U.S., China Make Gains On Investing
“…The U.S. and China initiated talks about a bilateral investment agreement and finalized a 10-year plan to cooperate on energy and the environment, a relatively successful conclusion to two days of talks that were also marked by simmering economic tensions…”
By Tom Barkley and Min Zeng
Source: The Wall Street Journal
The U.S. and China initiated talks about a bilateral investment agreement and finalized a 10-year plan to cooperate on energy and the environment, a relatively successful conclusion to two days of talks that were also marked by simmering economic tensions.
Treasury Secretary Henry Paulson said the agreements will lead to “significant progress,” in prepared remarks to close the fourth Strategic Economic Dialogue between the two countries. Mr. Paulson said the investment agreement would “send a strong signal that our two nations welcome investment.”
Mr. Paulson also said Chinese leaders remain committed to financial reforms.
“They haven’t at all moved away from the need to develop their capital markets more fully and to open them up,” he said.
Whether the two countries will be able to come to a deal on the investment treaty isn’t a certainty, with the U.S. concerned about issues such as market access in China. Private-sector representatives who have been following the talks have said any deal likely won’t cover certain areas, such as the financial-services sector.
But U.S. officials say nothing is off the table. “We believe that we’ve got a reasonably good chance of being able to negotiate an agreement with China that will meet the high standards typical of U.S. bilateral investment treaties,” an official told reporters on a conference call.
The U.S. has bilateral investment treaties with nearly 40 nations. They are designed to make it easy for one country to invest in the other through reciprocal rules governing basic issues such as arbitration. China has such treaties with more than 100 nations and it said the talks with the U.S. are a continuing effort.

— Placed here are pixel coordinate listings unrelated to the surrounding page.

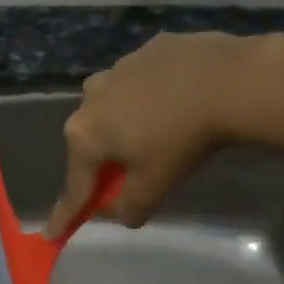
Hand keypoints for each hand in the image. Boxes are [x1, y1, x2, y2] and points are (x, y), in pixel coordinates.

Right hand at [45, 32, 283, 236]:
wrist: (232, 80)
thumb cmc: (182, 140)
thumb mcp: (155, 186)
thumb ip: (130, 207)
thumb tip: (121, 213)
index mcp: (84, 135)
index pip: (74, 187)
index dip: (65, 215)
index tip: (52, 234)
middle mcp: (89, 99)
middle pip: (91, 142)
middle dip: (104, 161)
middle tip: (128, 176)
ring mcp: (118, 69)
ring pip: (113, 106)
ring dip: (125, 123)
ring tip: (158, 130)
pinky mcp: (149, 49)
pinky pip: (142, 81)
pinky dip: (151, 95)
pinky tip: (178, 100)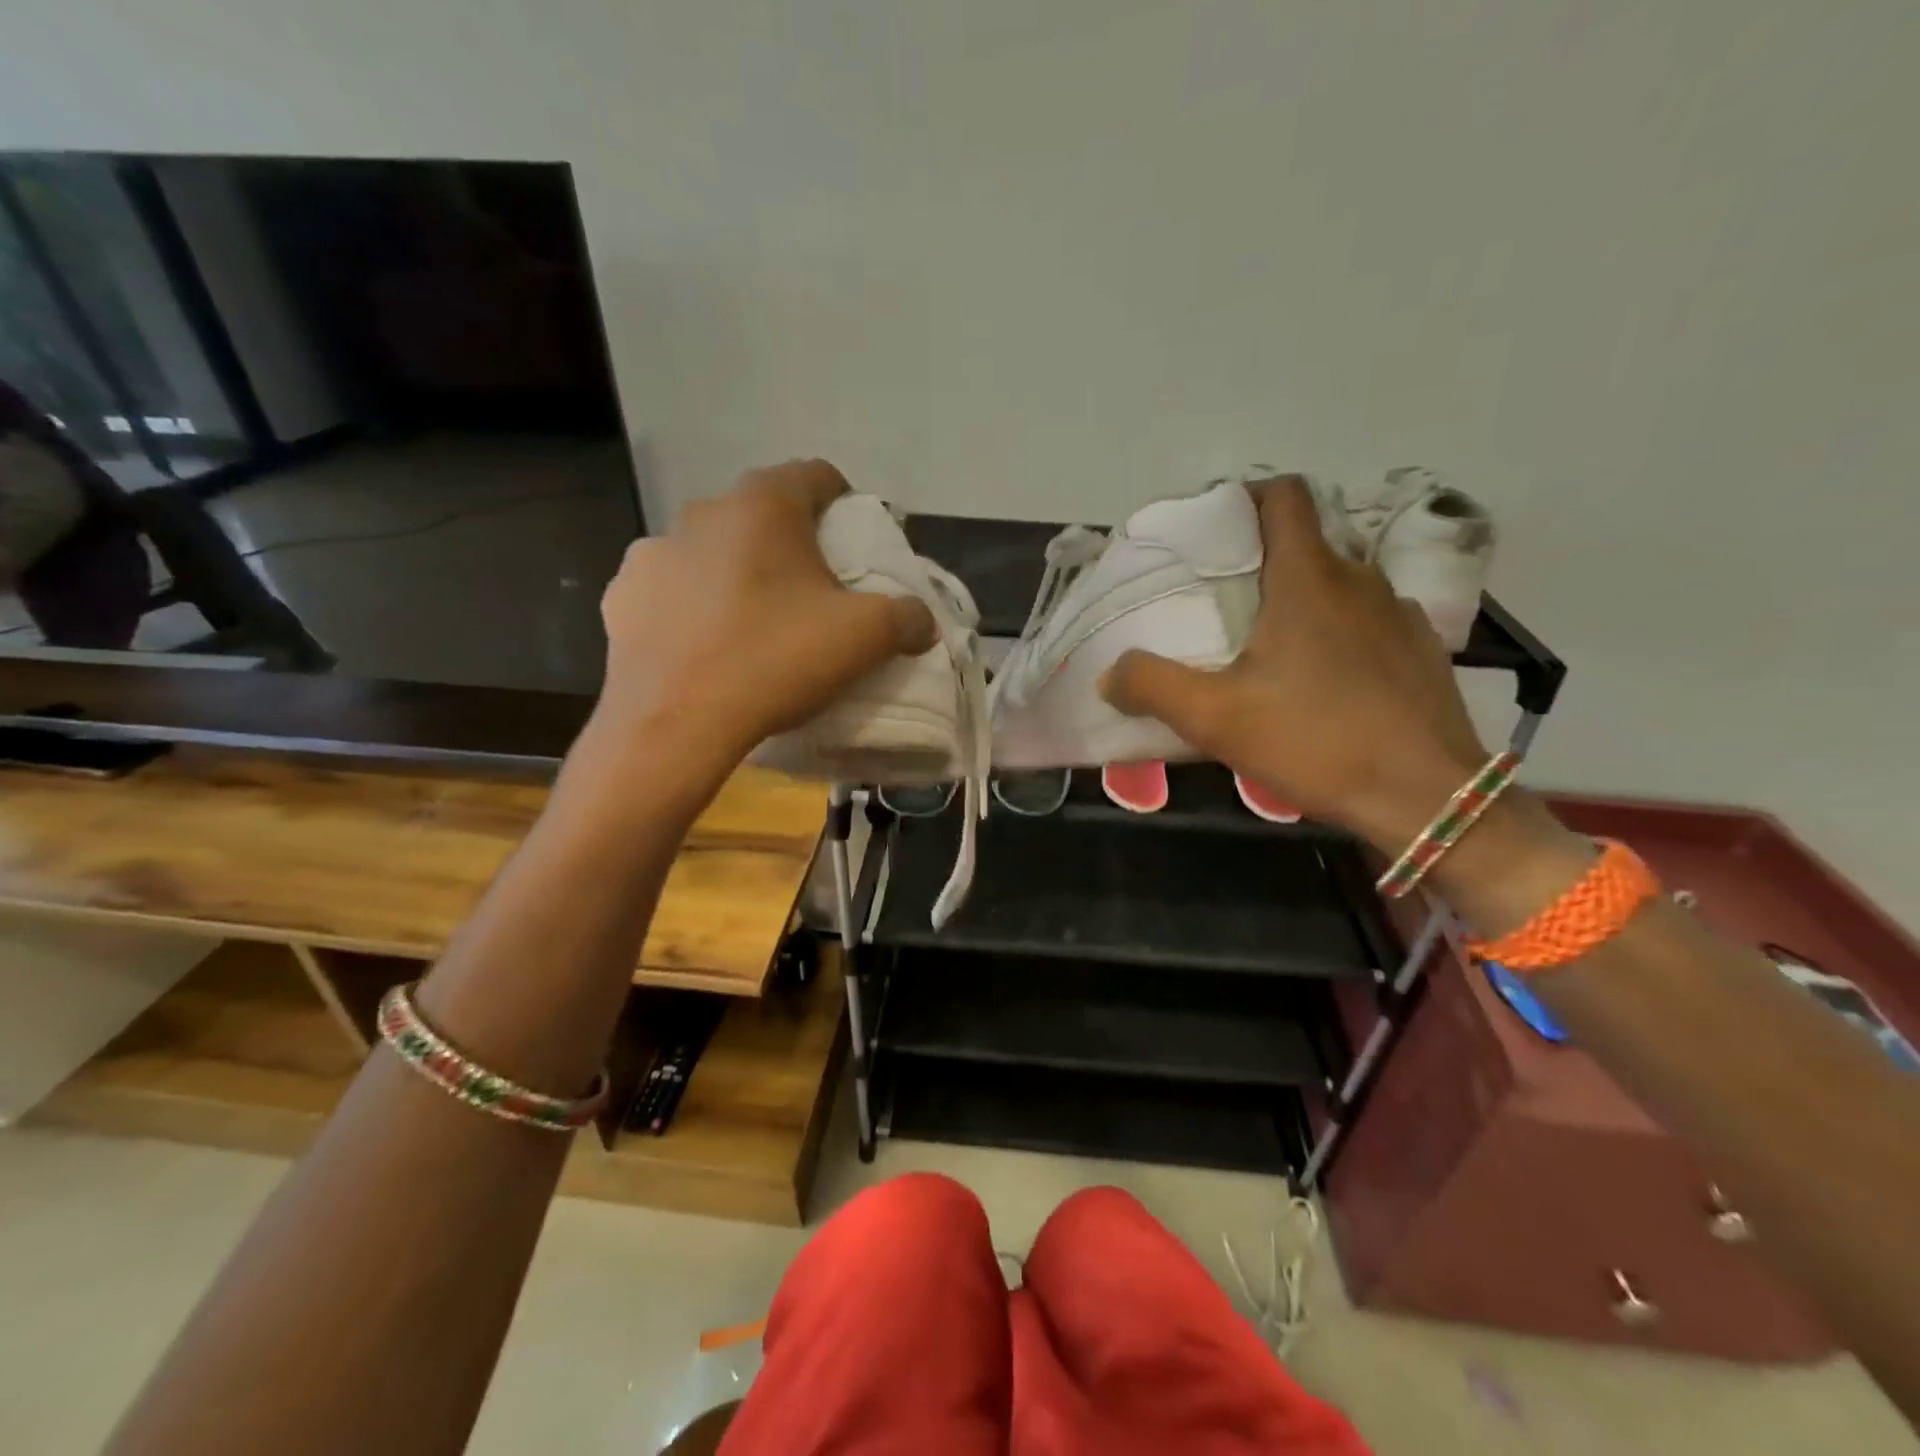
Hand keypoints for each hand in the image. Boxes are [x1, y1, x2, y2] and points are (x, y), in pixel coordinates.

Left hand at [591, 460, 935, 771]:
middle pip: (763, 515)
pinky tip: (705, 647)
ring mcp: (653, 552)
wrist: (673, 724)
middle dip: (792, 544)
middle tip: (813, 592)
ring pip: (713, 550)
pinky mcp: (620, 598)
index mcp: (764, 505)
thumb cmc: (775, 660)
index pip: (817, 476)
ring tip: (755, 624)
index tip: (857, 545)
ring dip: (738, 572)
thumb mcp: (866, 637)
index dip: (846, 504)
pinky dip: (692, 606)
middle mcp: (702, 512)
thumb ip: (907, 617)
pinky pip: (671, 590)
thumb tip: (920, 619)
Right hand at [1099, 475, 1488, 852]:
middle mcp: (1359, 581)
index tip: (1214, 529)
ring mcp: (1399, 615)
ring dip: (1301, 601)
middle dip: (1261, 563)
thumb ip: (1151, 686)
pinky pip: (1369, 623)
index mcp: (1308, 579)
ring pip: (1338, 586)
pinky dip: (1339, 634)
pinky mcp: (1422, 652)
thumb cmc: (1315, 742)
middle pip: (1305, 545)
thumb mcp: (1214, 718)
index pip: (1285, 497)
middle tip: (1223, 604)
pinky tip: (1324, 682)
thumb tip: (1110, 674)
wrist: (1427, 798)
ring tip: (1269, 648)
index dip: (1246, 498)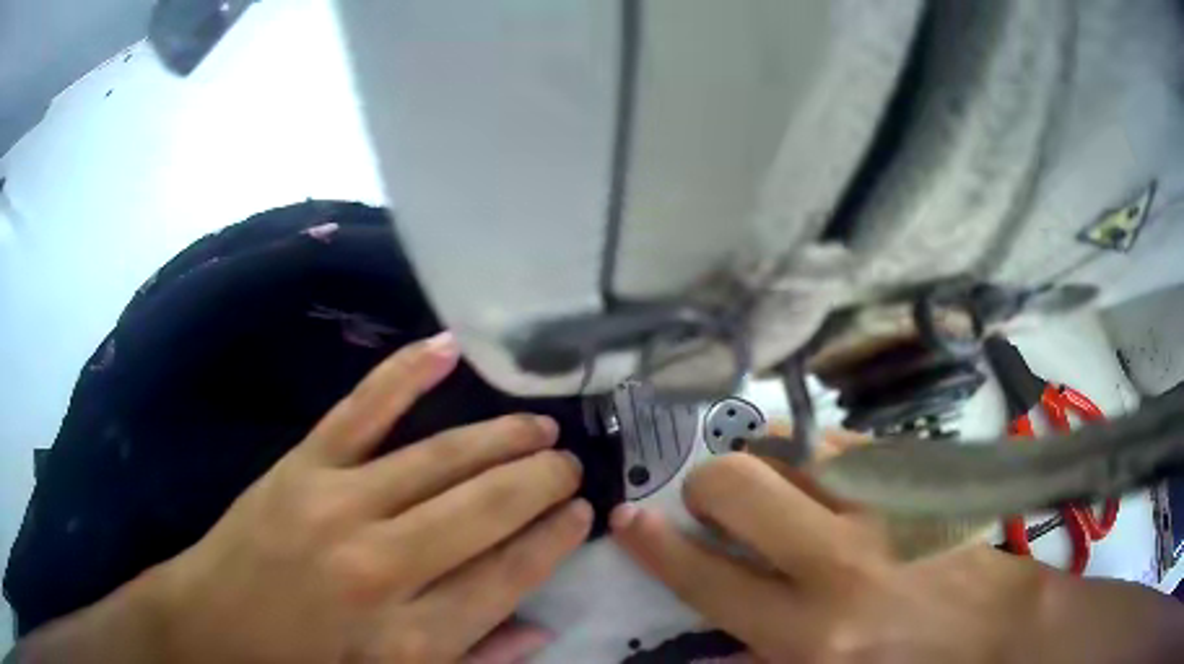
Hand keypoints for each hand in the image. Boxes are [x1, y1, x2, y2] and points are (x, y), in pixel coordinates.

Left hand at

China’s huge trade surplus has become a thorny issue in U.S.-China trade relations. U.S. officials have urged China to continue to address the imbalance, particularly by allowing its currency to continue to appreciate against the dollar. Despite a 20% rise in the yuan since a dollar peg was removed in July 2005, some analysts think the appreciation is far from enough.
China’s minister of commerce, Chen Deming, said China will continue to invest in other countries since the nation’s long-term trade surplus has led to surging foreign reserves, already the world’s largest. “Investing abroad is a way to address such trade surpluses,” Mr. Chen said. China wants to play “a more responsible role in world economic stability.”
Mr. Paulson, who helped launch the semiannual talks in mid-2006, has faced criticism that the talks haven’t achieved much. Vice Premier Wang Qishan was leading the Chinese delegation for the first time.
There was little progress on two key U.S. concerns: currency and opening the financial sector in China. Mr. Paulson said he welcomed the recent accelerated appreciation of the yuan and urged the Chinese to continue moving toward greater currency flexibility.